Your goal.
Go through the data below. List every line that holds the word "dead".
---------- Material to process
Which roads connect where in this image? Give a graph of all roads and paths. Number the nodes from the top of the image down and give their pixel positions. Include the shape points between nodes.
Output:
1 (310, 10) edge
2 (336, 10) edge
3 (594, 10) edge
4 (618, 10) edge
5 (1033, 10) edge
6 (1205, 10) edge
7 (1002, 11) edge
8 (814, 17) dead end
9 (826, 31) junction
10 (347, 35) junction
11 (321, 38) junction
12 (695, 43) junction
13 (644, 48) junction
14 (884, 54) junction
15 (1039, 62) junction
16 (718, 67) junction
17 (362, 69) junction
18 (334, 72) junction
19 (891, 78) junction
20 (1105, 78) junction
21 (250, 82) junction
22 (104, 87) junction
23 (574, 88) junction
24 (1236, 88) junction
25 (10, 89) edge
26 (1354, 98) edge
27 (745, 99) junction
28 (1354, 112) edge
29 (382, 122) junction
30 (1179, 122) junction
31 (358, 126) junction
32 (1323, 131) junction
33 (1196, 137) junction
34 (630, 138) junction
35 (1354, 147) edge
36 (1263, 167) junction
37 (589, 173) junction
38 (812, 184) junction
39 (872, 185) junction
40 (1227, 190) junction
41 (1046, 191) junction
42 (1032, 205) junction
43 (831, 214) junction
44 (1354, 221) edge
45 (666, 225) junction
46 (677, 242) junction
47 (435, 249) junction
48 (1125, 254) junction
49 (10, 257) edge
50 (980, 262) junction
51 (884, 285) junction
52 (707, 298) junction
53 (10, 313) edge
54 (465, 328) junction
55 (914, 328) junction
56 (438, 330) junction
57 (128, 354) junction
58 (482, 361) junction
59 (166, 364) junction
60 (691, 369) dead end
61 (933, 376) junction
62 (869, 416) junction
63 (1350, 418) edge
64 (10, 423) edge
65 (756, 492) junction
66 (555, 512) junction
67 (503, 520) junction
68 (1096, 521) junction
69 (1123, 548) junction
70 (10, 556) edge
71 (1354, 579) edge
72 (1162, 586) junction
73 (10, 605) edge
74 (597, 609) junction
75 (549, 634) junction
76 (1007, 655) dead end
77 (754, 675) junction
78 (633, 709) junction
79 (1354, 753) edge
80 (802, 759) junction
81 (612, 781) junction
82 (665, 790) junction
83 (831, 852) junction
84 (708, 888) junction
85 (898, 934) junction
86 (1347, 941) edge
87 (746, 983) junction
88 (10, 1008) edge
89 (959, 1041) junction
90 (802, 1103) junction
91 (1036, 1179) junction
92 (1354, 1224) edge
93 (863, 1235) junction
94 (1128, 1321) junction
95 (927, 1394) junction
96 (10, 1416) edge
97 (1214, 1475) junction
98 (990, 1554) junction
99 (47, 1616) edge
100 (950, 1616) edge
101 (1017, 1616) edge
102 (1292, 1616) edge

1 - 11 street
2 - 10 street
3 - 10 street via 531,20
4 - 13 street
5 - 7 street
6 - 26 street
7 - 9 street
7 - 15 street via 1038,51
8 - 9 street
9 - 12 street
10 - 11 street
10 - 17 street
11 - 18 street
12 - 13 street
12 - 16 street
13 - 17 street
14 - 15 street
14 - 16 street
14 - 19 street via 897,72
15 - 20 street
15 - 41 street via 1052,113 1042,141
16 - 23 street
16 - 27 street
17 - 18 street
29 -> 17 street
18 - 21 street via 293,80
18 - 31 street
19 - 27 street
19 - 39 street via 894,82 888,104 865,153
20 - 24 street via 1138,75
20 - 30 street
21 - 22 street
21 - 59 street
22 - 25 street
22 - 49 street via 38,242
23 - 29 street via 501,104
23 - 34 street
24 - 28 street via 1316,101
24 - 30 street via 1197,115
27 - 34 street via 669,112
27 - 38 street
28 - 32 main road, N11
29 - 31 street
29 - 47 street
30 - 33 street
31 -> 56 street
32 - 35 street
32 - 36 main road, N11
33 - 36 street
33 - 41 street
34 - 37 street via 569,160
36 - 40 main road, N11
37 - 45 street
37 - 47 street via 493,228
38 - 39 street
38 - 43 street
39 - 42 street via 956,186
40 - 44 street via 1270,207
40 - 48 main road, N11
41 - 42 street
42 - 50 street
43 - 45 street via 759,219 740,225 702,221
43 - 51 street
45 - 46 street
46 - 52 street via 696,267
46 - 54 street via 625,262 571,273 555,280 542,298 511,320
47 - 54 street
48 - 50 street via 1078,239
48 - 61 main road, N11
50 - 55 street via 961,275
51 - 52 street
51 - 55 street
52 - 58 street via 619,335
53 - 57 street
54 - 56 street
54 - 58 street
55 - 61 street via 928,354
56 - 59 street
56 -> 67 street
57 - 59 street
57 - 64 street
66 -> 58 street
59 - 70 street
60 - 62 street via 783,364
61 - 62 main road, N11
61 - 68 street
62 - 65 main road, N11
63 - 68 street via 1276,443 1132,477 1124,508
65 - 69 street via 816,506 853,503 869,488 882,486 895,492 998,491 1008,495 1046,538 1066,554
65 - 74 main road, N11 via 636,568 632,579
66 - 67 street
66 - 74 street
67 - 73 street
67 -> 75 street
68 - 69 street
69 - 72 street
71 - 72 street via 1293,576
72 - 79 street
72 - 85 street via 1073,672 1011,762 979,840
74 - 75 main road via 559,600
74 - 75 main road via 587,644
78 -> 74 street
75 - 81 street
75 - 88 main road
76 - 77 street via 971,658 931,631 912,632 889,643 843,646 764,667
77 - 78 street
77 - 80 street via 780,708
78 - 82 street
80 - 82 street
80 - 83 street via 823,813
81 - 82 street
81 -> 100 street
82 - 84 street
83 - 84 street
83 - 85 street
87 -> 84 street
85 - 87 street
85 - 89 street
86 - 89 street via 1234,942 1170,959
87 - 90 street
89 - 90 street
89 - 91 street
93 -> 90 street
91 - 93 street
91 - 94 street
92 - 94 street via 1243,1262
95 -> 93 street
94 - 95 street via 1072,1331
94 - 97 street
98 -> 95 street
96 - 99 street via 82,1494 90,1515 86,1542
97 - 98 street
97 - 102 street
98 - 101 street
--------------------
Response to the task.
8 (814, 17) dead end
60 (691, 369) dead end
76 (1007, 655) dead end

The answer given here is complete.